Department of Labor Issues Opinion Letter Regarding ‘Creative’ Hourly Rates

On December 21, 2018, the Department of Labor, Wage and Hour Division (WHD), issued an Opinion Letter addressing a fairly common wage violation that occurs when employers attempt to get creative with the way that they calculate the hourly rate and overtime rate of employees.

In the Opinion Letter, the WHD addressed a situation/question related to whether a specific method of calculating the hourly wage (for a home health aide) was proper under the Fair Labor Standards Act (FLSA).  Apparently, when calculating the weekly pay of home health aide employees, the employer used an hourly pay rate for only those hours worked by the employees with actual clients, and not for the hours worked by the employees while traveling between clients during the workday.  In other words, if an employee spent six (6) hours with clients and two (2) hours driving between clients on a given day, the employer only paid the employee for six (6) hours of work at the agreed upon hourly rate (we’ll say $10 for ease of use).  As such, the employee received only $60 for the eight-hour workday.

To be clear, time traveling between clients for the employer’s benefit IS compensable time under the FLSA and state law.  Accordingly, the employer should pay the home health aide for all hours spent driving between clients at the normal hourly rate.  If the agreed upon hourly rate of pay for the home health aide was $10, then the employee should have received $80 in pay for all eight (8) hours worked.  The employer admittedly was not paying its employees this way, but this fact was tellingly not addressed in the WHD Opinion Letter.

Initially, the WHD evaluated whether there was any violation of the minimum wage provisions of the FLSA, which provide that an employee must be paid an average of the minimum wage ($7.25) for all hours worked.   In concluding that there was no minimum wage violation in this situation, the WHD simply looked at the total pay (i.e. $60) and divided it by the total hours (8) and determined that the average hourly rate ($7.50) was greater than or equal to the minimum wage of $7.25.   In this situation, however, this calculation is entirely misleading where the terms of employment are that the employee is to receive $10 as an hourly rate of pay for all hours worked.  With those employment terms, then the employer in this situation WAS violating the FLSA by not compensating the home health aide for the driving time between clients.

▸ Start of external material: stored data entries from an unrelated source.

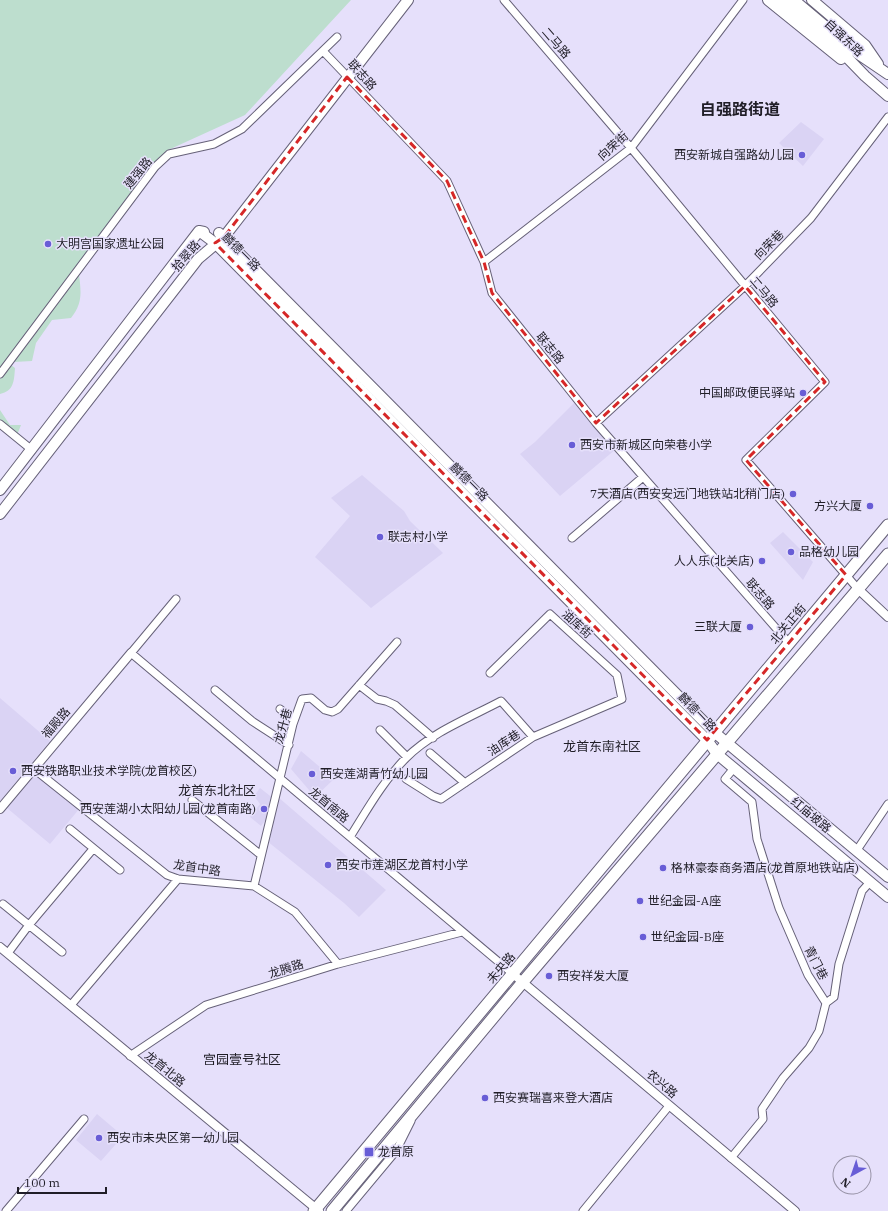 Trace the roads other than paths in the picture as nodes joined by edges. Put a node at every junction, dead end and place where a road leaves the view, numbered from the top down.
1 (400, 0) edge
2 (408, 0) edge
3 (504, 0) edge
4 (743, 0) edge
5 (768, 0) edge
6 (781, 0) edge
7 (794, 0) edge
8 (812, 0) edge
9 (336, 37) dead end
10 (323, 51) junction
11 (885, 71) edge
12 (346, 74) junction
13 (865, 76) junction
14 (888, 96) edge
15 (888, 117) edge
16 (631, 148) junction
17 (199, 232) junction
18 (222, 235) junction
19 (215, 243) junction
20 (484, 262) junction
21 (744, 286) junction
22 (0, 374) edge
23 (0, 424) edge
24 (596, 424) junction
25 (32, 450) junction
26 (643, 477) junction
27 (0, 490) edge
28 (0, 514) edge
29 (888, 525) edge
30 (572, 538) dead end
31 (888, 554) edge
32 (846, 575) junction
33 (858, 589) junction
34 (176, 599) dead end
35 (888, 617) edge
36 (397, 642) dead end
37 (789, 643) junction
38 (131, 653) junction
39 (490, 673) dead end
40 (359, 685) junction
41 (216, 690) dead end
42 (622, 699) joint
43 (280, 709) dead end
44 (294, 720) junction
45 (380, 730) dead end
46 (710, 736) junction
47 (533, 737) junction
48 (433, 738) junction
49 (727, 742) junction
50 (289, 745) junction
51 (430, 753) dead end
52 (717, 754) junction
53 (407, 757) junction
54 (734, 768) junction
55 (34, 769) junction
56 (280, 778) junction
57 (406, 779) dead end
58 (465, 783) junction
59 (192, 800) dead end
60 (888, 804) edge
61 (0, 809) edge
62 (70, 829) dead end
63 (350, 837) junction
64 (93, 849) junction
65 (857, 850) junction
66 (261, 855) junction
67 (120, 870) dead end
68 (888, 876) edge
69 (178, 879) junction
70 (870, 882) junction
71 (254, 886) junction
72 (888, 897) edge
73 (3, 904) dead end
74 (29, 925) junction
75 (462, 932) junction
76 (0, 947) edge
77 (62, 952) dead end
78 (8, 953) junction
79 (338, 964) junction
80 (513, 974) junction
81 (522, 982) junction
82 (826, 1003) junction
83 (71, 1005) junction
84 (130, 1056) junction
85 (669, 1106) junction
86 (418, 1108) junction
87 (84, 1119) dead end
88 (731, 1158) junction
89 (316, 1210) edge
90 (6, 1211) edge
91 (332, 1211) edge
92 (346, 1211) edge
93 (583, 1211) edge
94 (795, 1211) edge

1 - 12 main road, 拾翠路
2 - 12 main road, 拾翠路
3 - 16 street, 二马路
4 - 16 street, 向荣街
5 - 13 main road
6 - 13 main road, 自强东路
7 - 11 main road, 自强东路
8 - 11 main road
9 - 10 street, 建强路
10 - 12 street, 联志路
10 - 22 street, 建强路
12 - 18 main road, 拾翠路
12 - 20 street, 联志路
13 - 14 main road, 自强东路
15 - 21 street, 向荣巷
16 - 20 street, 向荣街
16 - 21 street, 二马路
17 - 18 main road, 拾翠路
17 - 19 main road, 麟德一路
17 - 25 main road, 拾翠路
18 - 19 main road, 拾翠路
18 - 46 main road, 麟德一路
19 - 28 main road, 拾翠路
19 - 46 main road, 麟德一路
20 - 24 street, 联志路
21 - 24 street, 向荣巷
21 - 32 street, 二马路
23 - 25 street
24 - 26 street, 联志路
25 - 27 main road, 拾翠路
26 - 30 street
26 - 37 street, 联志路
29 - 32 main road, 北关正街
31 - 33 main road
32 - 33 street, 二马路
32 - 37 main road, 北关正街
33 - 35 street
33 - 49 main road
34 - 38 street
36 - 40 street, 龙升巷
37 - 46 main road, 北关正街
38 - 55 street, 福殿路
38 - 56 street, 龙首南路
39 - 42 street, 油库街
40 - 44 street, 龙升巷
40 - 48 street
41 - 50 street
42 - 47 street, 油库巷
43 - 44 street
44 - 50 street, 龙升巷
45 - 53 street
46 - 49 main road, 麟德一路
46 - 52 main road, 麟德一路
46 - 80 main road, 未央路
47 - 48 street
47 - 58 street, 油库巷
48 - 53 street
49 - 52 main road
49 - 65 main road, 红庙坡路
50 - 56 street, 龙升巷
51 - 58 street
52 - 54 main road, 红庙坡路
52 - 81 main road
53 - 63 street
54 - 70 main road, 红庙坡路
54 - 82 street, 青门巷
55 - 61 street, 福殿路
55 - 69 street, 龙首中路
56 - 63 street, 龙首南路
56 - 66 street, 龙升巷
57 - 58 street, 油库巷
59 - 66 street
60 - 65 street
62 - 64 street
63 - 75 street, 龙首南路
64 - 67 street
64 - 74 street
65 - 68 main road, 红庙坡路
66 - 71 street, 龙升巷
69 - 71 street, 龙首中路
69 - 83 street
70 - 72 main road, 红庙坡路
70 - 82 street
71 - 79 street, 龙首中路
73 - 74 street
74 - 77 street
74 - 78 street
75 - 79 street, 龙腾路
75 - 80 street, 龙首南路
76 - 78 street, 龙首北路
78 - 83 street, 龙首北路
79 - 84 street, 龙腾路
80 - 81 street, 农兴路
80 - 89 main road, 未央路
81 - 85 street, 农兴路
81 - 86 main road
82 - 88 street
83 - 84 street, 龙首北路
84 - 89 street, 龙首北路
85 - 88 street, 农兴路
85 - 93 street
86 - 91 main road
86 - 92 street
87 - 90 street
88 - 94 street, 农兴路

To further compound the mistake, the employer then states that “in any given workweek, they are paid time and half for all time over 40 hours at a rate of $10.00.”  This is particularly egregious.   The employer began with the assumption that the standard hourly rate of pay was $10, and now admits to only paying an overtime rate of $10.  Clearly, this is a direct violation of the overtime provisions of the FLSA.  The WHD was less direct in their criticism.  Instead, the WHD explained that using a flat overtime rate without doing the specific calculation necessary – 1.5 multiplied by the calculated average hourly rate – would be improper.  In other words, if the “calculated average hourly rate” was $7.50 for the employee, then the overtime wage would need to be $11.25 for each overtime hour worked.  If the hourly rate of pay was $10, then the overtime rate should be $15. Instead of directly pointing out the inconsistencies in the numbers presented and the clear violations being described by the employer, the WHD skipped right over the employer’s wage manipulation and merely pointed out the employer that the overtime rate cannot be an arbitrarily chosen number but rather a specific number calculated using the actual hourly rate of pay.

Certainly, this is not the most controversial or noteworthy WHD Opinion Letter to be issued; however, it does cast doubt on the willingness of the current WHD to address a common and obvious FLSA violation rather than giving some bland guidance about not using an arbitrary overtime rate.  This letter represents the stark change in attitude of the current WHD, whose primary responsibility is to protect employees from being exploited or disadvantaged.  It is not the objective of the WHD to find excuses for employers to use when manipulating employee wages in such a clear manner.

As such, this Opinion Letter demonstrates that the current WHD is noticeably weak in its condemnation of employers who use dubious hourly rate calculations in order to withhold paying employees properly for all compensable hours.  Unfortunately, this is only the tip of the iceberg, as the current administration, beyond just the WHD, has continuously displayed its indifference to the plight of working-class individuals.  Indeed, in the last year, the administration has made it harder for small groups of employees to unionize, created obstacles for employees to band together in a class action to address workplace issues, and reduced the number of employees eligible for overtime compensation.  It will be very interesting to see what changes the administration proposes to the overtime laws, as the proposals are expected to be released shortly, and whether this pattern of indifference continues.